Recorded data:

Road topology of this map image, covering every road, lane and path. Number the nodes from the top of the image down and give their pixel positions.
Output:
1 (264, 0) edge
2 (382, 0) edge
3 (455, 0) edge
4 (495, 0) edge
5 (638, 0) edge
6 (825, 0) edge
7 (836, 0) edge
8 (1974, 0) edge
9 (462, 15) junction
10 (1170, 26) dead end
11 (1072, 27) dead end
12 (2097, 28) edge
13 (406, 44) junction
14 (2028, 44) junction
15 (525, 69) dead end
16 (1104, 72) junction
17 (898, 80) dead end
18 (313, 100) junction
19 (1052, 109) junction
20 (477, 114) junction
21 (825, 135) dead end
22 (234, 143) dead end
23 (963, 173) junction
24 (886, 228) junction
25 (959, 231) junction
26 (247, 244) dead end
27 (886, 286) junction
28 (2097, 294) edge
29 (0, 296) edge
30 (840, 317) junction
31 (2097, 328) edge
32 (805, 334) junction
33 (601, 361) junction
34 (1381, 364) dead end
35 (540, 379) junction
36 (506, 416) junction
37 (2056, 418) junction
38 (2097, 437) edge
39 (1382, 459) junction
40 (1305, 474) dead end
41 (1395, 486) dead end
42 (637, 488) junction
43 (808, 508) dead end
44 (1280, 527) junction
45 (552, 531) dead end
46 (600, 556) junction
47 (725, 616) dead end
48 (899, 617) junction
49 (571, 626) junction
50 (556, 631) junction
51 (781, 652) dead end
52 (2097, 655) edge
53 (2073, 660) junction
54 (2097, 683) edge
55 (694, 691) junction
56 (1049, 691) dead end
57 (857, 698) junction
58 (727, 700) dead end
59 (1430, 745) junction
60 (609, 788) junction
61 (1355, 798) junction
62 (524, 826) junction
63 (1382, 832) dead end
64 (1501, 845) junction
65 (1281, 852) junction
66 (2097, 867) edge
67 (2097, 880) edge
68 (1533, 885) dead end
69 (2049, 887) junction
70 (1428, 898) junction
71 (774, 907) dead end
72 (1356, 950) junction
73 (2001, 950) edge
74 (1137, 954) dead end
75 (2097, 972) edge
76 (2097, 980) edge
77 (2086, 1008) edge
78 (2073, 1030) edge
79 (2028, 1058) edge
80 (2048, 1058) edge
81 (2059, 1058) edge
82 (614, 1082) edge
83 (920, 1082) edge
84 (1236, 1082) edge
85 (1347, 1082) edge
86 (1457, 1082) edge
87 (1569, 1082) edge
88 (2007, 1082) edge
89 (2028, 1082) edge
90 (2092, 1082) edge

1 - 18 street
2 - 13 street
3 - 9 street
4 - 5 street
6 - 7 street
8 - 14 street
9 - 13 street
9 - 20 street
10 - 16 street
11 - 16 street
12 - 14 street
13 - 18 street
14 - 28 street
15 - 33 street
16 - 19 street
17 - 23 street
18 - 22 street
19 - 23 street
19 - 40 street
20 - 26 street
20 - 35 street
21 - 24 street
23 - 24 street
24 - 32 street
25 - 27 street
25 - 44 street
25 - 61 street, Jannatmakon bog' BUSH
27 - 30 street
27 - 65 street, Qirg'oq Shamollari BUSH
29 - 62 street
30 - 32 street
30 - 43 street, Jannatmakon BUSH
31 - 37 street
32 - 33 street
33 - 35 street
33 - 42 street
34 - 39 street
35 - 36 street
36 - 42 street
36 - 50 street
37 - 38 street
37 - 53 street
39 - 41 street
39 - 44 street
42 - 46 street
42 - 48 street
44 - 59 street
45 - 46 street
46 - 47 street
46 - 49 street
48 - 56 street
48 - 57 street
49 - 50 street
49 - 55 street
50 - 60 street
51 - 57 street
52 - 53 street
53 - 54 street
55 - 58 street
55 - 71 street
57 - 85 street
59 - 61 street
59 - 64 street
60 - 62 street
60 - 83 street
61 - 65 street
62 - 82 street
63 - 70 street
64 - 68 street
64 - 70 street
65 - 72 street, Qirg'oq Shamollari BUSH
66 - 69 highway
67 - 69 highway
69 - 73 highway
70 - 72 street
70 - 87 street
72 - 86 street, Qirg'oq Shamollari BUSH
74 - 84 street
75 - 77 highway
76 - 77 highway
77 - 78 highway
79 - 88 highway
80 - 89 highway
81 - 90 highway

PROBLEM.
Reproduce the data exactly. All of it is needed.

WRITTEN SOLUTION.
Road topology of this map image, covering every road, lane and path. Number the nodes from the top of the image down and give their pixel positions.
Output:
1 (264, 0) edge
2 (382, 0) edge
3 (455, 0) edge
4 (495, 0) edge
5 (638, 0) edge
6 (825, 0) edge
7 (836, 0) edge
8 (1974, 0) edge
9 (462, 15) junction
10 (1170, 26) dead end
11 (1072, 27) dead end
12 (2097, 28) edge
13 (406, 44) junction
14 (2028, 44) junction
15 (525, 69) dead end
16 (1104, 72) junction
17 (898, 80) dead end
18 (313, 100) junction
19 (1052, 109) junction
20 (477, 114) junction
21 (825, 135) dead end
22 (234, 143) dead end
23 (963, 173) junction
24 (886, 228) junction
25 (959, 231) junction
26 (247, 244) dead end
27 (886, 286) junction
28 (2097, 294) edge
29 (0, 296) edge
30 (840, 317) junction
31 (2097, 328) edge
32 (805, 334) junction
33 (601, 361) junction
34 (1381, 364) dead end
35 (540, 379) junction
36 (506, 416) junction
37 (2056, 418) junction
38 (2097, 437) edge
39 (1382, 459) junction
40 (1305, 474) dead end
41 (1395, 486) dead end
42 (637, 488) junction
43 (808, 508) dead end
44 (1280, 527) junction
45 (552, 531) dead end
46 (600, 556) junction
47 (725, 616) dead end
48 (899, 617) junction
49 (571, 626) junction
50 (556, 631) junction
51 (781, 652) dead end
52 (2097, 655) edge
53 (2073, 660) junction
54 (2097, 683) edge
55 (694, 691) junction
56 (1049, 691) dead end
57 (857, 698) junction
58 (727, 700) dead end
59 (1430, 745) junction
60 (609, 788) junction
61 (1355, 798) junction
62 (524, 826) junction
63 (1382, 832) dead end
64 (1501, 845) junction
65 (1281, 852) junction
66 (2097, 867) edge
67 (2097, 880) edge
68 (1533, 885) dead end
69 (2049, 887) junction
70 (1428, 898) junction
71 (774, 907) dead end
72 (1356, 950) junction
73 (2001, 950) edge
74 (1137, 954) dead end
75 (2097, 972) edge
76 (2097, 980) edge
77 (2086, 1008) edge
78 (2073, 1030) edge
79 (2028, 1058) edge
80 (2048, 1058) edge
81 (2059, 1058) edge
82 (614, 1082) edge
83 (920, 1082) edge
84 (1236, 1082) edge
85 (1347, 1082) edge
86 (1457, 1082) edge
87 (1569, 1082) edge
88 (2007, 1082) edge
89 (2028, 1082) edge
90 (2092, 1082) edge

1 - 18 street
2 - 13 street
3 - 9 street
4 - 5 street
6 - 7 street
8 - 14 street
9 - 13 street
9 - 20 street
10 - 16 street
11 - 16 street
12 - 14 street
13 - 18 street
14 - 28 street
15 - 33 street
16 - 19 street
17 - 23 street
18 - 22 street
19 - 23 street
19 - 40 street
20 - 26 street
20 - 35 street
21 - 24 street
23 - 24 street
24 - 32 street
25 - 27 street
25 - 44 street
25 - 61 street, Jannatmakon bog' BUSH
27 - 30 street
27 - 65 street, Qirg'oq Shamollari BUSH
29 - 62 street
30 - 32 street
30 - 43 street, Jannatmakon BUSH
31 - 37 street
32 - 33 street
33 - 35 street
33 - 42 street
34 - 39 street
35 - 36 street
36 - 42 street
36 - 50 street
37 - 38 street
37 - 53 street
39 - 41 street
39 - 44 street
42 - 46 street
42 - 48 street
44 - 59 street
45 - 46 street
46 - 47 street
46 - 49 street
48 - 56 street
48 - 57 street
49 - 50 street
49 - 55 street
50 - 60 street
51 - 57 street
52 - 53 street
53 - 54 street
55 - 58 street
55 - 71 street
57 - 85 street
59 - 61 street
59 - 64 street
60 - 62 street
60 - 83 street
61 - 65 street
62 - 82 street
63 - 70 street
64 - 68 street
64 - 70 street
65 - 72 street, Qirg'oq Shamollari BUSH
66 - 69 highway
67 - 69 highway
69 - 73 highway
70 - 72 street
70 - 87 street
72 - 86 street, Qirg'oq Shamollari BUSH
74 - 84 street
75 - 77 highway
76 - 77 highway
77 - 78 highway
79 - 88 highway
80 - 89 highway
81 - 90 highway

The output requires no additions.